Example of MDS plot of six RNA-seq samples. Each sample is shown as a two-dimensional point represented by text (sample name) and colored by group (condition). In this particular case, the group of three biological replicates from mutant samples (mut, shown in red) is well separated from the group of three biological replicates from wild-type samples (WT, shown in black). In the WT group, replicate 3 (WT.rep3) is separated from other replicates of the same group and may be a potential outlier.

Figure 2.

Example of a Volcano plot. Each gene is represented as a point in the space of absolute difference in expression value between two compared groups of replicates (log2 of fold change, logFC) as the x axis and the statistical significance of this difference (-log10 of FDR or P-value) as the y-axis. The plot has a characteristic shape reflecting a general relationship between fold change and statistical significance. The overall distribution of points is usually symmetrical between up-regulated genes (points to the right of x=0) and down-regulated genes (points to the left of x=0), with the majority of points located near the origin, which corresponds to small and statistically insignificant differences. Differentially expressed genes (highlighted in red) are defined here by the cutoffs of 2-fold change (logFC > 1 or logFC < −1) and statistical significance < 0.01.

Figure 3.

Heatmap of expression values of differentially expressed genes across individual samples. Clustering of expression patterns of samples (columns) and genes (rows) is represented by the dendrograms on top and on the left, respectively. Color indicates expression value (log10 of RPKM).

Table 4.

The table of differentially expressed genes (example)

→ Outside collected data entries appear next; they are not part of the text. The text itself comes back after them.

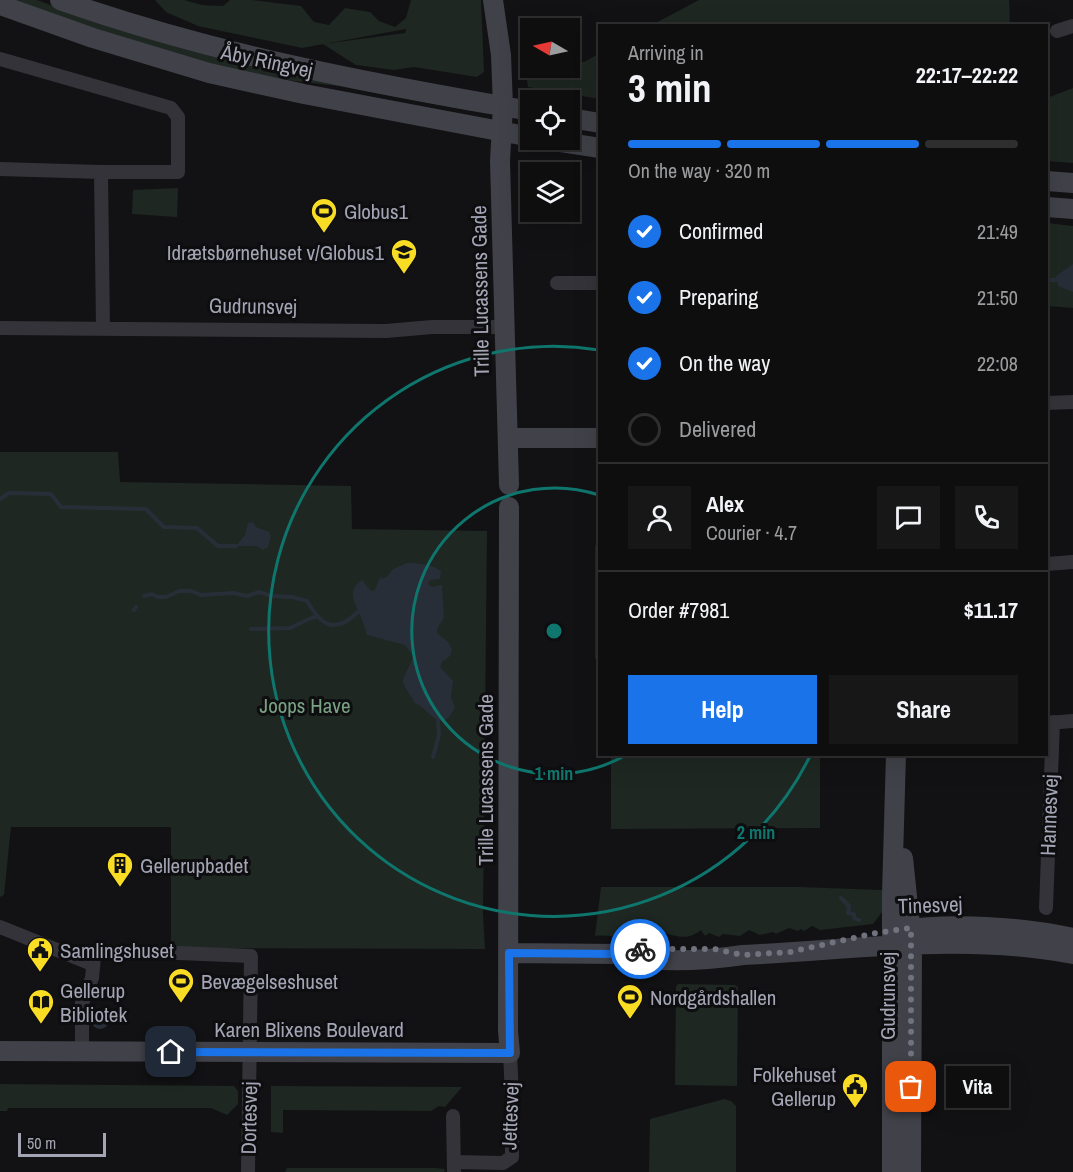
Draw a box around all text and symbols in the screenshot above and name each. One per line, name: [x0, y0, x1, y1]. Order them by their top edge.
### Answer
north arrow: [520, 18, 580, 78]
map controls: [520, 18, 580, 222]
street label: Åby Ringvej: [218, 37, 315, 85]
text: Arriving in: [628, 39, 704, 66]
text: 22:17–22:22: [916, 60, 1018, 90]
text: 3 min: [628, 62, 712, 114]
button: locate: [520, 90, 580, 150]
text: On the way · 320 m: [628, 157, 770, 184]
button: layers: [520, 162, 580, 222]
sports icon: Globus1: [309, 196, 339, 234]
place label: Globus1: [344, 197, 409, 226]
street label: Trille Lucassens Gade: [464, 205, 496, 377]
icon: check: [628, 215, 661, 248]
text: Confirmed: [679, 216, 763, 246]
text: 21:49: [977, 218, 1018, 245]
school or university icon: Idrætsbørnehuset v/Globus1: [389, 237, 419, 275]
place label: Idrætsbørnehuset v/Globus1: [167, 238, 384, 267]
icon: check: [628, 281, 661, 314]
text: Preparing: [679, 282, 758, 312]
text: 21:50: [977, 284, 1018, 311]
street label: Gudrunsvej: [209, 291, 297, 321]
icon: check: [628, 347, 661, 380]
text: On the way: [679, 348, 770, 378]
text: 22:08: [977, 350, 1018, 377]
text: Delivered: [679, 414, 756, 444]
button: person: [628, 486, 691, 549]
button: chat: [877, 486, 940, 549]
button: phone: [955, 486, 1018, 549]
text: Alex: [706, 489, 744, 519]
text: Courier · 4.7: [706, 519, 797, 546]
text: Order #7981: [628, 595, 729, 625]
text: $11.17: [964, 595, 1018, 625]
centre of rings: [544, 621, 564, 641]
button: Help: [628, 675, 817, 744]
button: Share: [829, 675, 1018, 744]
park label: Joops Have: [260, 691, 350, 720]
street label: Trille Lucassens Gade: [471, 694, 500, 866]
text: 1 min: [535, 761, 573, 786]
street label: Hannesvej: [1033, 774, 1065, 856]
text: 2 min: [737, 820, 775, 845]
building icon: Gellerupbadet: [105, 850, 135, 888]
place label: Gellerupbadet: [140, 851, 248, 880]
street label: Tinesvej: [897, 889, 963, 921]
courier: [610, 919, 670, 979]
icon: bike: [624, 933, 657, 966]
public building icon: Samlingshuset: [25, 935, 55, 973]
place label: Samlingshuset: [60, 936, 174, 965]
street label: Gudrunsvej: [873, 952, 902, 1040]
sports icon: Bevægelseshuset: [166, 966, 196, 1004]
place label: Bevægelseshuset: [201, 967, 338, 996]
place label: Gellerup Bibliotek: [60, 976, 127, 1029]
sports icon: Nordgårdshallen: [615, 982, 645, 1020]
place label: Nordgårdshallen: [650, 983, 776, 1012]
library icon: Gellerup Bibliotek: [26, 987, 56, 1025]
street label: Karen Blixens Boulevard: [214, 1015, 404, 1044]
pin: [145, 1026, 196, 1077]
icon: home: [154, 1035, 187, 1068]
place label: Folkehuset Gellerup: [753, 1060, 836, 1113]
pin: [885, 1061, 936, 1112]
callout: Vita: [947, 1066, 1010, 1108]
icon: bag: [894, 1070, 927, 1103]
public building icon: Folkehuset Gellerup: [840, 1071, 870, 1109]
text: Vita: [963, 1073, 992, 1100]
street label: Dortesvej: [234, 1081, 264, 1155]
street label: Jettesvej: [494, 1082, 526, 1150]
scale bar: [18, 1130, 106, 1158]
text: 50 m: [27, 1132, 56, 1154]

Gene Name	logFC	logCPM	PValue	FDR
Rbmxl2	−12.2	2.5	3.2E-72	3.7E-70
Dppa3	−12.2	2.5	3.7E-72	4.3E-70
Utf1	−12.1	2.5	2.8E-71	3.1E-69
Neto1	11.9	2.3	1.0E-67	9.9E-66
Elf3	−11.1	1.5	1.1E-54	6.1E-53
Vrtn	−11.1	1.5	4.4E-54	2.3E-52
Tdh	−11.1	1.5	1.8E-53	9.2E-52
Fgf4	−11.0	4.5	6.6E-106	4.9E-103
EU599041	−10.9	1.3	1.6E-51	7.5E-50

For each identified gene, the table indicates gene name (column 1), log2 fold change of absolute expression (logFC), average expression (CPM) value across all compared samples in the log2 scale (logCPM), P-value, and false discovery rate (FDR) as an estimate of statistical significance of differential expression.

COMMENTARY

Background Information

The STAR aligner described in this UNIT and similar methods represent an approach to mapping reads to a whole genome as well as attempting to identify splicing events across non-contiguous exons and UTRs whose genomic coordinates come from the reference genome annotation supplied by the user. This is a computationally intensive but comprehensive and precise whole-genome approach to mapping. Another example of a similar but less computationally intensive approach is the BWA-MEM algorithm of the popular BWA aligner, which is able to map a chimeric sequencing read that is comprised of parts from separate regions of the genome (Li and Durbin, 2009). There are also various methods that can be used as alternatives to the HTSeq package at the stage of quantitating reads mapped to each transcript, for example RSEM (Li and Dewey, 2011).

A few alternative computational methods (Roberts and Pachter, 2013, Patro et al, 2014, Bray et al, 2016, Patro et al, 2017) bypass the stage of precise mapping of a read to the reference transcriptome and proceed directly to quantification of transcript abundance using more indirect but faster algorithmic approaches, for example quantitating the representation of short k-mer strings within the reads and the reference transcripts. Many of these methods are focused on assigning reads to the fully spliced mRNA (cDNA) sequences, which additionally increases speed by concentrating on a small fraction of the total genome, albeit at the potential price of being confined to identifying only the transcript isoforms included in the reference cDNA set. These approaches are faster and more lightweight than traditional aligners. As an example, Salmon (Patro et al, 2017) is a relatively fast and user-friendly method for both mapping and quantitation of RNA-seq reads and may be attractive especially for an entry-level user.

The edgeR package used in this pipeline is conceptually similar to other popular tools for statistical analysis of differential expression, DEseq (Anders et al., 2012), DESeq2 (Love et al. 2014), DEXseq (Li et al., 2015).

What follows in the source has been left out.